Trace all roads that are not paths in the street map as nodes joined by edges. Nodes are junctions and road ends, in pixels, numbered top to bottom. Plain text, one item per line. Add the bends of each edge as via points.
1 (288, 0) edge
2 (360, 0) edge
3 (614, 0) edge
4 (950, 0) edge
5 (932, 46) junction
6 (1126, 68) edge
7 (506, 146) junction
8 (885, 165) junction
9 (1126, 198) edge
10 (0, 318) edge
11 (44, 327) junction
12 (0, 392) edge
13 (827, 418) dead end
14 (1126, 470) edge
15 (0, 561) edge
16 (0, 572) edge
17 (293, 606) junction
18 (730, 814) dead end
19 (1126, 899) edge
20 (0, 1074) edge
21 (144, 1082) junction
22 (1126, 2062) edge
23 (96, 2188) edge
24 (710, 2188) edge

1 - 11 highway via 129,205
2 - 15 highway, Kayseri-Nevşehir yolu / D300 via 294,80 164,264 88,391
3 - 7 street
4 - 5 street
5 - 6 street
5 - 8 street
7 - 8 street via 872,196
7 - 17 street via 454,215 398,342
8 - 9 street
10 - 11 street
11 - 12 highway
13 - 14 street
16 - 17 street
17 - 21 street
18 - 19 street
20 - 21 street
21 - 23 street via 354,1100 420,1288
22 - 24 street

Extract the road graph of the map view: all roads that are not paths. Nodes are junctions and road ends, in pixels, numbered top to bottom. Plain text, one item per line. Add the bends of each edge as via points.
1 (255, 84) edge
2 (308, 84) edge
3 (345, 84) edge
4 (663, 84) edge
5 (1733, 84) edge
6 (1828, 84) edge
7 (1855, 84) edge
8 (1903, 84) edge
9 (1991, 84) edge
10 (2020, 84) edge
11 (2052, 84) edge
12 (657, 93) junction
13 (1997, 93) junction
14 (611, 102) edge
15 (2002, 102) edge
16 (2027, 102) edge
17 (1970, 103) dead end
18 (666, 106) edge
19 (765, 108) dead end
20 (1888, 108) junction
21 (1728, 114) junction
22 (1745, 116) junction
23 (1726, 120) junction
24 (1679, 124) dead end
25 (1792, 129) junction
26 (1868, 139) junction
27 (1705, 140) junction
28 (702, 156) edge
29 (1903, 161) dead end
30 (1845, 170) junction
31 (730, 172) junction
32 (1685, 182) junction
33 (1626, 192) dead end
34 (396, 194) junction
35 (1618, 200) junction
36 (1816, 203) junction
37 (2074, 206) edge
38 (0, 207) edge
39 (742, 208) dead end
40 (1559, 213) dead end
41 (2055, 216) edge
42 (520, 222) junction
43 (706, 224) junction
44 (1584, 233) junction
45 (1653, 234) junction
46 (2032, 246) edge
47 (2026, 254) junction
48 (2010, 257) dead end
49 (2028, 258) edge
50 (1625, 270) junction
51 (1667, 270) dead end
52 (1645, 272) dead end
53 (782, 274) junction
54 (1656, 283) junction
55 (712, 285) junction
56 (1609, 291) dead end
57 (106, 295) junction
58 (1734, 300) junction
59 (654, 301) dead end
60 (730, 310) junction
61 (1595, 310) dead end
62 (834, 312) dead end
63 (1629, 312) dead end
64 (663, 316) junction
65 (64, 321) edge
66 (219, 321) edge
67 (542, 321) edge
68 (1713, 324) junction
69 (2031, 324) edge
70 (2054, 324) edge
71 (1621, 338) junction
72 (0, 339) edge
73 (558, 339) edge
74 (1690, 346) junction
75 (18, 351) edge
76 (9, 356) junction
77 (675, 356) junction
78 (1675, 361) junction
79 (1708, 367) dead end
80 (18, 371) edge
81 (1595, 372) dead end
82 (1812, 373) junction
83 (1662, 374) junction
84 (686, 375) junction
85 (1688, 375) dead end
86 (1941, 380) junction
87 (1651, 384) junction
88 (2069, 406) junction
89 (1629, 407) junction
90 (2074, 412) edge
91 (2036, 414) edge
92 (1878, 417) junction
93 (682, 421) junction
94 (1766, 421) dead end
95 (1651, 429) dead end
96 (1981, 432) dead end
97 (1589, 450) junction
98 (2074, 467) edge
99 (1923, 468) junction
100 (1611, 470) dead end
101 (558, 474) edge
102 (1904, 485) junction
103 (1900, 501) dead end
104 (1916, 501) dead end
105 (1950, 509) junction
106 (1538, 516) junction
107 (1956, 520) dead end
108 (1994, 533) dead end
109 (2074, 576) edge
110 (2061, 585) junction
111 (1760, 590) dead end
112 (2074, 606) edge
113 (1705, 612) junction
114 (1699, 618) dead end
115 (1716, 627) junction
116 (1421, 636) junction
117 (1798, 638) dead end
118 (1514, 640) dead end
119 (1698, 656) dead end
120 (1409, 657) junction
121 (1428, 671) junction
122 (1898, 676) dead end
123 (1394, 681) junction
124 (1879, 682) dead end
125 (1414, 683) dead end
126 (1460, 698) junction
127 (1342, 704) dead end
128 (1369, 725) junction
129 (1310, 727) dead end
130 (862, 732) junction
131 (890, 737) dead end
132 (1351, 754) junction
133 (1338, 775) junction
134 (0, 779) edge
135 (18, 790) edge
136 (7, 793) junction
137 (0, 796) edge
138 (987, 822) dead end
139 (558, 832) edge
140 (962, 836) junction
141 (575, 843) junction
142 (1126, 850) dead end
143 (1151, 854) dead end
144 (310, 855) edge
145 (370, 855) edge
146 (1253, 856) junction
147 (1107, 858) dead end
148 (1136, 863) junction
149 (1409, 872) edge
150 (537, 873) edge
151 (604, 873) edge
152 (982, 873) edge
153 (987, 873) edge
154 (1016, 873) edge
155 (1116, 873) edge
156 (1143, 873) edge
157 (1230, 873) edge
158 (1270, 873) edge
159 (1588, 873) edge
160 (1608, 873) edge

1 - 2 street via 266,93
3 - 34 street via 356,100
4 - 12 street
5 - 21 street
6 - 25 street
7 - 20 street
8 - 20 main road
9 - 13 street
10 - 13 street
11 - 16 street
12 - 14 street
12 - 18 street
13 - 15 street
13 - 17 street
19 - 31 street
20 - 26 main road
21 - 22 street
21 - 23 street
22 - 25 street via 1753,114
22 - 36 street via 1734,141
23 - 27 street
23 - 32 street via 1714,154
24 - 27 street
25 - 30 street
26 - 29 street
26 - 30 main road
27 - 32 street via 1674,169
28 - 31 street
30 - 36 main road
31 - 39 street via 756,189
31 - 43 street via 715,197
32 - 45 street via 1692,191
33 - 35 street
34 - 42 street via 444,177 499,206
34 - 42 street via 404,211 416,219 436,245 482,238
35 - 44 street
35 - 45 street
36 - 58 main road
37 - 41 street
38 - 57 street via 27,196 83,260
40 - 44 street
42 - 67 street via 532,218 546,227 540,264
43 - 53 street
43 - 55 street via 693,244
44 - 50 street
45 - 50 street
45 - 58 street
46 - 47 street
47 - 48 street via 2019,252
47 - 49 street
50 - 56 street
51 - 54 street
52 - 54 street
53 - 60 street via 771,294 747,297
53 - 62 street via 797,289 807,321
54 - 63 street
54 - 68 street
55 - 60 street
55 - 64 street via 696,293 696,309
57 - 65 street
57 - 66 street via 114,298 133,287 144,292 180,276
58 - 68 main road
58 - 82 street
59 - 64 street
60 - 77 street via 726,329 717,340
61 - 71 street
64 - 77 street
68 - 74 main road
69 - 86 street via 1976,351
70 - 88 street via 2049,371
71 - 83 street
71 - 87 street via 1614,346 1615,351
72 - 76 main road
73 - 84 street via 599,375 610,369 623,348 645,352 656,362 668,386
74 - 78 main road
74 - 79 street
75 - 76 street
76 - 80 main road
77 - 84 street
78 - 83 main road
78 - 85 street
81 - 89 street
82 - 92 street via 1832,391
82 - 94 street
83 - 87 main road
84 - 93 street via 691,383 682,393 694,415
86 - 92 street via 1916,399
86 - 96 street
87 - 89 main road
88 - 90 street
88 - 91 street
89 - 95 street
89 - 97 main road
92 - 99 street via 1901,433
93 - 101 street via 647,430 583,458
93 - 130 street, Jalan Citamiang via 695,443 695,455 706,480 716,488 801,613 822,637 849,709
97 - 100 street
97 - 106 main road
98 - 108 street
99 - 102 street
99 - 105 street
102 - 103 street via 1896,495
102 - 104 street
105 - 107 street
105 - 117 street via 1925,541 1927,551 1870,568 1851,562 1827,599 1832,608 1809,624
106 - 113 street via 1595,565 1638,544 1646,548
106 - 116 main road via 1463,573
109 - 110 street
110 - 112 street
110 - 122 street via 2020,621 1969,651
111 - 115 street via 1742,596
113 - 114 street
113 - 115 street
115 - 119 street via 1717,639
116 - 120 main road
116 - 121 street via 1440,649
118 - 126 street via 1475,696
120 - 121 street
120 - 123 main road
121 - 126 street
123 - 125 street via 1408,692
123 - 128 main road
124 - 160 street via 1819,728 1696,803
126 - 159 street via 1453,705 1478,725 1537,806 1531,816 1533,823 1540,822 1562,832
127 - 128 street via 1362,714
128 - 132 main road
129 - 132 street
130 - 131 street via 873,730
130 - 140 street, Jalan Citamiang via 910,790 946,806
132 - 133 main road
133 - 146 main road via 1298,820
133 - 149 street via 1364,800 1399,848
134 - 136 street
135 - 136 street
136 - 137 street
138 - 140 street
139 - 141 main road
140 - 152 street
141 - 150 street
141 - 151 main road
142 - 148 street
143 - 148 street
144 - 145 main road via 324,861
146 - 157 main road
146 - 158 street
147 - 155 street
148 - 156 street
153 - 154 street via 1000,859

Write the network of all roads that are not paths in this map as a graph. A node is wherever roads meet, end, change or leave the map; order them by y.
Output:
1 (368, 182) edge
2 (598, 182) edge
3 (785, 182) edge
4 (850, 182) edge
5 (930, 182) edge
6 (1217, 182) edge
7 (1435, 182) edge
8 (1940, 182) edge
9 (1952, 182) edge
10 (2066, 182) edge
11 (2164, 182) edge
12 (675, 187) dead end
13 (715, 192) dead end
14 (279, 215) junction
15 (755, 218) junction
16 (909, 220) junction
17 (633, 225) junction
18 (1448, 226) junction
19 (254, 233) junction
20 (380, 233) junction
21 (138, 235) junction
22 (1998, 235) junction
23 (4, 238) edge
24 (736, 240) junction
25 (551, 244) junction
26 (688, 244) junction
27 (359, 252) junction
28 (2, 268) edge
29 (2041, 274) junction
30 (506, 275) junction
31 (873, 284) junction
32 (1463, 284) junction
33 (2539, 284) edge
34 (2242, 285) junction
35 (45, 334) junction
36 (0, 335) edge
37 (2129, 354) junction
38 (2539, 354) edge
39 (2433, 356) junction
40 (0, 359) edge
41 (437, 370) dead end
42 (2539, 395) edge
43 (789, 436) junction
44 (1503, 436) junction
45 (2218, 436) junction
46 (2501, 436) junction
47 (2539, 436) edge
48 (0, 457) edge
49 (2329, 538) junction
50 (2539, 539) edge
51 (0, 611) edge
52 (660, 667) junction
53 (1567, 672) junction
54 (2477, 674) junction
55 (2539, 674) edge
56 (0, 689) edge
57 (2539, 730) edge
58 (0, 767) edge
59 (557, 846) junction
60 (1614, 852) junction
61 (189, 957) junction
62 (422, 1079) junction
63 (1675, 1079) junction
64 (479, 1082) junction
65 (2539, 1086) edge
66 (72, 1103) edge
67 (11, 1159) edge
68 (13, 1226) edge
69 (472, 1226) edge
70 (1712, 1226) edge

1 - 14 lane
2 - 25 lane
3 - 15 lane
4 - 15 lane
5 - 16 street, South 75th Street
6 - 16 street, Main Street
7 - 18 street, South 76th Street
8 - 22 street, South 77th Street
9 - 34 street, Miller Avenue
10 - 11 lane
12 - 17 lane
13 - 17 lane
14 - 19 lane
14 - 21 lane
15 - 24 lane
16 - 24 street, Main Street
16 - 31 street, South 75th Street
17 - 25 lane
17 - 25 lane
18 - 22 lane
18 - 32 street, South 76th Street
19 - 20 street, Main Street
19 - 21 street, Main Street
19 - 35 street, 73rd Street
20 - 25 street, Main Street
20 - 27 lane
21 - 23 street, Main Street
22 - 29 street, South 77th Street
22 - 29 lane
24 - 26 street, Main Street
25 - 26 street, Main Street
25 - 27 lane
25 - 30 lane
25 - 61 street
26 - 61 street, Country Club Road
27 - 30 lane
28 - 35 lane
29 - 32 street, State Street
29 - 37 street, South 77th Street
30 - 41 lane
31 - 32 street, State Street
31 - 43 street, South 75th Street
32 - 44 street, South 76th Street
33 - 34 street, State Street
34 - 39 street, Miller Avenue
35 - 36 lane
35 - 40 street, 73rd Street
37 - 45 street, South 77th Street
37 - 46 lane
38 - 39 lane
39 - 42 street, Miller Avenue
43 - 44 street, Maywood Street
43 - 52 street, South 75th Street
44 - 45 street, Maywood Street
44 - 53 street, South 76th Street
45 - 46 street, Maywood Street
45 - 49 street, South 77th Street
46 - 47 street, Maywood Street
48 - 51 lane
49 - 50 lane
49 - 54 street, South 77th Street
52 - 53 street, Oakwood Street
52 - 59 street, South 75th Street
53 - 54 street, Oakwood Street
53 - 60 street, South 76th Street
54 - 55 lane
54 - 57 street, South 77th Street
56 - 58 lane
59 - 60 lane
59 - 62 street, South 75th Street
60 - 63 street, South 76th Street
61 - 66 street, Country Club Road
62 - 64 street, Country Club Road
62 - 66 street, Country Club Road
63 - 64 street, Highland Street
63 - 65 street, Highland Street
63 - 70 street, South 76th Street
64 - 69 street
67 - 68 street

····················

- WHAT THIS TASK INVOLVES:
Throughout the material above, find each line with "Nodes" and return it.

- TASK OUTPUT:
Trace all roads that are not paths in the street map as nodes joined by edges. Nodes are junctions and road ends, in pixels, numbered top to bottom. Plain text, one item per line. Add the bends of each edge as via points.
Extract the road graph of the map view: all roads that are not paths. Nodes are junctions and road ends, in pixels, numbered top to bottom. Plain text, one item per line. Add the bends of each edge as via points.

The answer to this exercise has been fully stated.